Make Worship a Top Priority

The following is the first point of a sermon that I preached at FBC Columbia this past Sunday:


Luke 2:41-42


41 Every year his parents went to Jerusalem for the Feast of the Passover. 42 When he was twelve years old, they went up to the Feast, according to the custom.


                When God gave his law to his people, one command was that the men of Israel were to travel to his holy city for certain annual feasts. These feasts were special times of worship that God’s people were not to neglect.


                Luke points out to us that Joseph and Mary were devout followers of God’s law. They went up to Jerusalem for the Passover celebration every year. Back in verse 39, we saw that they had done all that God’s law required when Jesus was born. Now we see them making the trip to Jerusalem a priority. Interestingly, Mary travels with Joseph on these trips. Women, according to most scholars, were not required to attend these events. For the whole family to make the trip shows that they were a family devoted to the worship of God.

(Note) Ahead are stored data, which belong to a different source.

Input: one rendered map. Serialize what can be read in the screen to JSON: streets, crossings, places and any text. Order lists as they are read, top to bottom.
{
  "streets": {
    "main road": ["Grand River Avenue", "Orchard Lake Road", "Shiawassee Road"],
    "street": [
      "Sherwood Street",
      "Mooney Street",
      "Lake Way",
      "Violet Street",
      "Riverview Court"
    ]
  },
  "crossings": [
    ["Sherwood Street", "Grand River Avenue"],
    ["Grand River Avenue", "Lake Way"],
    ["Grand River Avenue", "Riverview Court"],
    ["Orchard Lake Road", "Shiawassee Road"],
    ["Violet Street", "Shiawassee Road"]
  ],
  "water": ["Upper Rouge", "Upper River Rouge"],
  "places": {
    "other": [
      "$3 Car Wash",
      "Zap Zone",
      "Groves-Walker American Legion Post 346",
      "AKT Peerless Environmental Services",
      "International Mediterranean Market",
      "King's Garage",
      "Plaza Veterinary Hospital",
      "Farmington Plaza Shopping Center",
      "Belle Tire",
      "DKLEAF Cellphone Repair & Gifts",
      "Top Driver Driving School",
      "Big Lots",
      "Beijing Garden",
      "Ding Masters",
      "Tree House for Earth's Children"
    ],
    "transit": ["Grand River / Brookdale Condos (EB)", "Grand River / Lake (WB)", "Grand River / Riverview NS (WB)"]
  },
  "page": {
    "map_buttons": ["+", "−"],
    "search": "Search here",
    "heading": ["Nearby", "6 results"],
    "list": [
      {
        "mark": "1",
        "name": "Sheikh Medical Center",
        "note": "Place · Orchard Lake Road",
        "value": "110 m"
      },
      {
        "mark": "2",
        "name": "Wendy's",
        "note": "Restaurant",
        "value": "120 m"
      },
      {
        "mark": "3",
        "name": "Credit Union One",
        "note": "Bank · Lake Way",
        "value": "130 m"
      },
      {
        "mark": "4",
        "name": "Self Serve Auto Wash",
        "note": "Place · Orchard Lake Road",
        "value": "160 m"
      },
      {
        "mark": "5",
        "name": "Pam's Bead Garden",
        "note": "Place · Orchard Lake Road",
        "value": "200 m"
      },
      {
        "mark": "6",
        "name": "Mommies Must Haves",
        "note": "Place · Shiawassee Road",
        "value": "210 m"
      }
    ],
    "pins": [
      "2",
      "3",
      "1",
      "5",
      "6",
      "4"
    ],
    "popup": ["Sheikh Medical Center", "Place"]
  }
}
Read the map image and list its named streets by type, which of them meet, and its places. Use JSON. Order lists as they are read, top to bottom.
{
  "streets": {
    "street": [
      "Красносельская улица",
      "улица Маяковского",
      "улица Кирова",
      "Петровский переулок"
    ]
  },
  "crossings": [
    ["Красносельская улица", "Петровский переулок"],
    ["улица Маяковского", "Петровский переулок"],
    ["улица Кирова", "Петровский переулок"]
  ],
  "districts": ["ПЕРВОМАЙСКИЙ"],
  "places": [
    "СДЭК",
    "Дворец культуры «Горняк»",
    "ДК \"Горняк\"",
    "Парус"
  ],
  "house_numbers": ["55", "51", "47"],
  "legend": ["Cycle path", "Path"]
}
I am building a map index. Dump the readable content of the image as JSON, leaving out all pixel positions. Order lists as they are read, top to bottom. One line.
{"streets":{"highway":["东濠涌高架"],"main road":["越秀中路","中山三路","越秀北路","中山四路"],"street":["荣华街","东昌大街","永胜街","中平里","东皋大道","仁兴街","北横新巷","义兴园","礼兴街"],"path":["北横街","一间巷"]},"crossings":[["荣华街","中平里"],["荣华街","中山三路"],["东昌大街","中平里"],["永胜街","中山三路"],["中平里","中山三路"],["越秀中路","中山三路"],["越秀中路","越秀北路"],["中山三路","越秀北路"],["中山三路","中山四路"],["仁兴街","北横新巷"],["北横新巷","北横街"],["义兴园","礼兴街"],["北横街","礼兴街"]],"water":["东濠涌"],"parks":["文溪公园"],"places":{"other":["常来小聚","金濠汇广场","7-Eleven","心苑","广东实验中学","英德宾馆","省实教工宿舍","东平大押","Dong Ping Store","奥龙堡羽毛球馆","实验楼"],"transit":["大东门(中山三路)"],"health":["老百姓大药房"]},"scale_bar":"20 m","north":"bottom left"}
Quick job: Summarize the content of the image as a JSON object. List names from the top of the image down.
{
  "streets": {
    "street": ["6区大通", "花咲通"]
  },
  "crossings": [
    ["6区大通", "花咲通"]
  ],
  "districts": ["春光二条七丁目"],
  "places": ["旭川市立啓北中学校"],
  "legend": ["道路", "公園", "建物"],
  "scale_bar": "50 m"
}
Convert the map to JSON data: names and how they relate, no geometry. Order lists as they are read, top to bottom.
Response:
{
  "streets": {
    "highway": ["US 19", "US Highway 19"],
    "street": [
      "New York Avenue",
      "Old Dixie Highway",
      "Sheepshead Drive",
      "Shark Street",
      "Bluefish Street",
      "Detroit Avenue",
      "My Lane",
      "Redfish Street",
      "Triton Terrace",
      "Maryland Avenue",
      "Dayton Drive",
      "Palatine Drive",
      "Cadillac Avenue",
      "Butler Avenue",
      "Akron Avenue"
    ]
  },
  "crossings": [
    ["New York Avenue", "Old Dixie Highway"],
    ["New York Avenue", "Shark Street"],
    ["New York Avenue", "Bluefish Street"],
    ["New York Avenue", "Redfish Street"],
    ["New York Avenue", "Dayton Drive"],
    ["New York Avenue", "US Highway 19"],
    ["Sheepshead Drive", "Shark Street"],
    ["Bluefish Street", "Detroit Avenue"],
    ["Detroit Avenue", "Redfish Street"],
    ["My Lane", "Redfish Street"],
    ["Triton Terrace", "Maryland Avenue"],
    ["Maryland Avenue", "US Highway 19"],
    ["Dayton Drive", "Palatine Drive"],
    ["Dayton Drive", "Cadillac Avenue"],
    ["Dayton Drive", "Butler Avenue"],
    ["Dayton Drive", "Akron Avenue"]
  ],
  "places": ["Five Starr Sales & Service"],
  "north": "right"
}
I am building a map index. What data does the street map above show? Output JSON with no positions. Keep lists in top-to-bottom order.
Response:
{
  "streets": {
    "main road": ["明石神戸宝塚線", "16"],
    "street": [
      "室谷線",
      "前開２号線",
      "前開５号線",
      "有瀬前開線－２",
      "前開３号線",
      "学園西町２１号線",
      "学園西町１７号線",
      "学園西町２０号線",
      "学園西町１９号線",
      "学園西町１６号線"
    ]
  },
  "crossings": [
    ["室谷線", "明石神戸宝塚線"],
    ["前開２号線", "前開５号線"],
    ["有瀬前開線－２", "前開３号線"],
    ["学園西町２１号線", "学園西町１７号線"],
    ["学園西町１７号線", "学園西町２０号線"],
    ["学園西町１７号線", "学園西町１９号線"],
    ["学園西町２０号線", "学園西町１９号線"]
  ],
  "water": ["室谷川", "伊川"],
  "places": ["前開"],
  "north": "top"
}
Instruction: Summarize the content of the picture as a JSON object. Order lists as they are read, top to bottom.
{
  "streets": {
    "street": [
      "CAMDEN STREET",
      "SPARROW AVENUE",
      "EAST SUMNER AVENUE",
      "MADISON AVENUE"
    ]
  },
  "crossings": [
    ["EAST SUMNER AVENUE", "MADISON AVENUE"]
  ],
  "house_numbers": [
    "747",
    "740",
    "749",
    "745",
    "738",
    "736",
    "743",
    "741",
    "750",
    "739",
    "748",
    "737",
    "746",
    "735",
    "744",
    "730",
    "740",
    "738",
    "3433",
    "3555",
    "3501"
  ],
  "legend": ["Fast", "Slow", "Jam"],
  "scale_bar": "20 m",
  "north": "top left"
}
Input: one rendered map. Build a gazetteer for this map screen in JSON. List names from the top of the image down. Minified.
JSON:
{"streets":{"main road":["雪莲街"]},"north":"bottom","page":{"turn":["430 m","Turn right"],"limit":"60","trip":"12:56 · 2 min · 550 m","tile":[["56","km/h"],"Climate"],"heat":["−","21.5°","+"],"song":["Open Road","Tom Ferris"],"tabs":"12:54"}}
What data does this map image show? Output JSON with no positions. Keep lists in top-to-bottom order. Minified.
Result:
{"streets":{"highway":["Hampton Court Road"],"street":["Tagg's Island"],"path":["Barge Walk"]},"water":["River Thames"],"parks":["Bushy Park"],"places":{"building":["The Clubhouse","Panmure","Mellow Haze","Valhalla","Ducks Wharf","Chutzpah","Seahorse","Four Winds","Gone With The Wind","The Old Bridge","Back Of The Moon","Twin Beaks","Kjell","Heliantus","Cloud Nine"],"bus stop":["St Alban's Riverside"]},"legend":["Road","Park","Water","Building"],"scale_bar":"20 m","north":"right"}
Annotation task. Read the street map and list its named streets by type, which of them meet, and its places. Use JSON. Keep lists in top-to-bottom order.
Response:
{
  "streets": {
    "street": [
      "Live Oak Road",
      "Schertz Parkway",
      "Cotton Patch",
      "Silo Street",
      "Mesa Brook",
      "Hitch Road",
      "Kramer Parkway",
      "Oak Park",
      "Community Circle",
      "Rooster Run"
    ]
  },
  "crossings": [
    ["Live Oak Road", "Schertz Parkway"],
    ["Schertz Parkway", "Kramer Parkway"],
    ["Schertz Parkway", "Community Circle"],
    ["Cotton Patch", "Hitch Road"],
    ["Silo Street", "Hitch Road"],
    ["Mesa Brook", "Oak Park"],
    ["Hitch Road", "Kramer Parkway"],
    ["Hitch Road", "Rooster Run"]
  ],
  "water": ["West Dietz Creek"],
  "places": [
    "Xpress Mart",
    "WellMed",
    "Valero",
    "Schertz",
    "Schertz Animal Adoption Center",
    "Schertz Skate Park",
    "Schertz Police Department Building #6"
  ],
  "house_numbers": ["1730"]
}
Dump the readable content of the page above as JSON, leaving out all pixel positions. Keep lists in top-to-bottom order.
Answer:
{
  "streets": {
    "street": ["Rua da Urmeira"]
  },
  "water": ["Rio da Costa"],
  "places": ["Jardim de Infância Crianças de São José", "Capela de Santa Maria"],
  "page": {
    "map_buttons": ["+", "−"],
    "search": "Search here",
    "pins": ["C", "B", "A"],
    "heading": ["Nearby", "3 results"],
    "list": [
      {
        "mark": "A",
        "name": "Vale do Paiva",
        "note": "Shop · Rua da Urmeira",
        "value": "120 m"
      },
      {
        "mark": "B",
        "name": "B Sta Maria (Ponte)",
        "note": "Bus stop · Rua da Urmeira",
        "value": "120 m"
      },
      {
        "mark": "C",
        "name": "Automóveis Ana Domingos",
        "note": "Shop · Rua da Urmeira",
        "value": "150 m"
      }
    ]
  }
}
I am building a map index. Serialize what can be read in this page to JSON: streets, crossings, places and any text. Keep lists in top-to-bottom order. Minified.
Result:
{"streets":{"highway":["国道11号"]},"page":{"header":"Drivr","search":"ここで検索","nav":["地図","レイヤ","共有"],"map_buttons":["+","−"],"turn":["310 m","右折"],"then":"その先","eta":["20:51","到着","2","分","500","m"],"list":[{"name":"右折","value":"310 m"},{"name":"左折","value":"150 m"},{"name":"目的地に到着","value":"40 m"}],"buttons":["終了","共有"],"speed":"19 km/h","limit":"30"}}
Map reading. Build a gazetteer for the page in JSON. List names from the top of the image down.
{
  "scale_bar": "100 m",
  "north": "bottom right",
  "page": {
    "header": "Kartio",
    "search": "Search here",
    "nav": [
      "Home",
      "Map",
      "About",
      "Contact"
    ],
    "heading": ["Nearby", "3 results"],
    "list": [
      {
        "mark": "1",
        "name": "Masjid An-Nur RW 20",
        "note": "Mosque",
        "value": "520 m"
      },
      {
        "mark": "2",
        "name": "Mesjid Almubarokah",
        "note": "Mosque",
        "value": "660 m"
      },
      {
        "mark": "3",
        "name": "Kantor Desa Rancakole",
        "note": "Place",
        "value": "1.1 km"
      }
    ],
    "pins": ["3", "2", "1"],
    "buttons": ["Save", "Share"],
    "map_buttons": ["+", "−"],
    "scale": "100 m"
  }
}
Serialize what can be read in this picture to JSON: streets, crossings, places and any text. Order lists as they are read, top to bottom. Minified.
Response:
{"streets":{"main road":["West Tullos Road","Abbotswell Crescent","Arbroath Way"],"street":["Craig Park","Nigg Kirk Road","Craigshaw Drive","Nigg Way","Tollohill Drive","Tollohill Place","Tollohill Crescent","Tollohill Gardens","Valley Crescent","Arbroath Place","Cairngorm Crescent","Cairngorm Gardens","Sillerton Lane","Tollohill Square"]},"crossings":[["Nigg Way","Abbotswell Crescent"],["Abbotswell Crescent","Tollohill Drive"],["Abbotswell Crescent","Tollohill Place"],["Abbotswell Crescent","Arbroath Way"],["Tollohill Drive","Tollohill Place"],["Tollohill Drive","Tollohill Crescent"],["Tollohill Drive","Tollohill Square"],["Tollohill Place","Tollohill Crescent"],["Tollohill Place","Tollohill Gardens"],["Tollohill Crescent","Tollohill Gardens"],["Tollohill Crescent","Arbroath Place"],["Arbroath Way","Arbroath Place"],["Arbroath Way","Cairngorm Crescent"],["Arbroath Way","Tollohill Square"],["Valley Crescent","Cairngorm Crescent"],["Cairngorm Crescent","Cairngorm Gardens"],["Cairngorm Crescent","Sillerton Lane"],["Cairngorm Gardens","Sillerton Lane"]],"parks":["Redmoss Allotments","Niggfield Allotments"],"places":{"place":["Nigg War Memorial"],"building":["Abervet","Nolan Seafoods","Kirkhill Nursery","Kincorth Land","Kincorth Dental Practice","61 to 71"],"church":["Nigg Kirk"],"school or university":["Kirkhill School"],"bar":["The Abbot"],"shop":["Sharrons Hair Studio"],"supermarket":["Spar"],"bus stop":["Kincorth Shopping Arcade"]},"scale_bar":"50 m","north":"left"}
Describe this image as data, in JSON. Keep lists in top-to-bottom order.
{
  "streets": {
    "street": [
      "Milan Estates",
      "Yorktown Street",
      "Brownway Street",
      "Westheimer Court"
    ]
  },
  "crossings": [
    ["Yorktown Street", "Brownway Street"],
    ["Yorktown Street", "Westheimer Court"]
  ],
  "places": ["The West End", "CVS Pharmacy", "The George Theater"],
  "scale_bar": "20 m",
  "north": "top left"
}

                Next we learn that Jesus was with them when he was 12-years-old. This is not to say that this was Jesus’ first trip with Joseph and Mary to Jerusalem, but this was a significant one. Age 12 was very likely Jesus’ last year to be considered a child. He did not have to go to Jerusalem for Passover yet. But next year, when Jesus would be 13, he would be required to keep the law as a man in his society.


                Let’s stop right here for a moment and draw a point of application. We see something good and right being done and even commended in Scripture, so let’s try to apply it to our own lives and homes. Make worship a top priority.


                You have heard us say to you that, in our church, we are committed to three things. We worship Christ, we grow together in Christ, and we impact the world for Christ. This first point of application fits that first purpose. We, as the people of God, are committed to worshipping Christ, which means we love Jesus and live for his glory in all that we do.


                Worship has a formal and an informal aspect to it. Whenever you do what you do and think what you think and avoid what you avoid for the glory of God, you participate in worship. Thus, you worship God and show him as glorious when you refuse a second dessert so as not to be a glutton. You worship Jesus when you tell your children a Bible story for God’s glory. You worship Jesus when you refuse to cheat on an exam in order not to disobey God’s commands.


                But we also know that worship has a formal aspect to it as well. Here on Sunday morning, we are gathered to worship. We, in an intentional way, participate in activities that demonstrate that God is our King and we are his subjects, that he is glorious, and that we are dependent on him. We pray together. We give our offerings, we sing. We hear God’s word read and taught. We respond to Gods’ word with joy and obedience and repentance. All of these are aspects of worship, and they are vital to the life of any believer.


                If we are to learn from Joseph and Mary in this account, let us learn to make worship a top priority in our lives. Joseph and Mary made the trip to Jerusalem for a formal ceremony and festival of worship every year. Remember, this family was poor. They had to walk for three days to get to Jerusalem. They had small children, Jesus’ half-brothers and half-sisters. Nothing about this trip would have been easy for them, but Joseph and Mary made worship a priority.


                How about you? Do you make worship a priority? Is being together with the people of God to declare the glory of God a big deal to you? Do you feel like you have missed something important when you miss it? How big a thing has to come up for you to say to yourself that you can skip a week of formal worship?


                Let me add in something for the parents who are among us here. Joseph and Mary worshipped God and brought Jesus with them. Parents, it is vital that your children see you worship. I’m not saying that seeing you worship will guarantee your child’s salvation or even his or her good behavior. However, if you are going to call your children to have faith in Christ, you should be modeling for them what it means to worship Christ. They should see that you have joy in your salvation. They should see that you repent of sin. They should see that you give freely and cheerfully. They should see that you sing, even if your voice is not perfect, for the glory of the Lord who is above all. They should see that you value the preaching of God’s word and that your life changes because of what you hear. They should know, even if they can’t understand all that you are hearing or doing, that something special and very important happens when you worship your Savior. Make worship a top priority.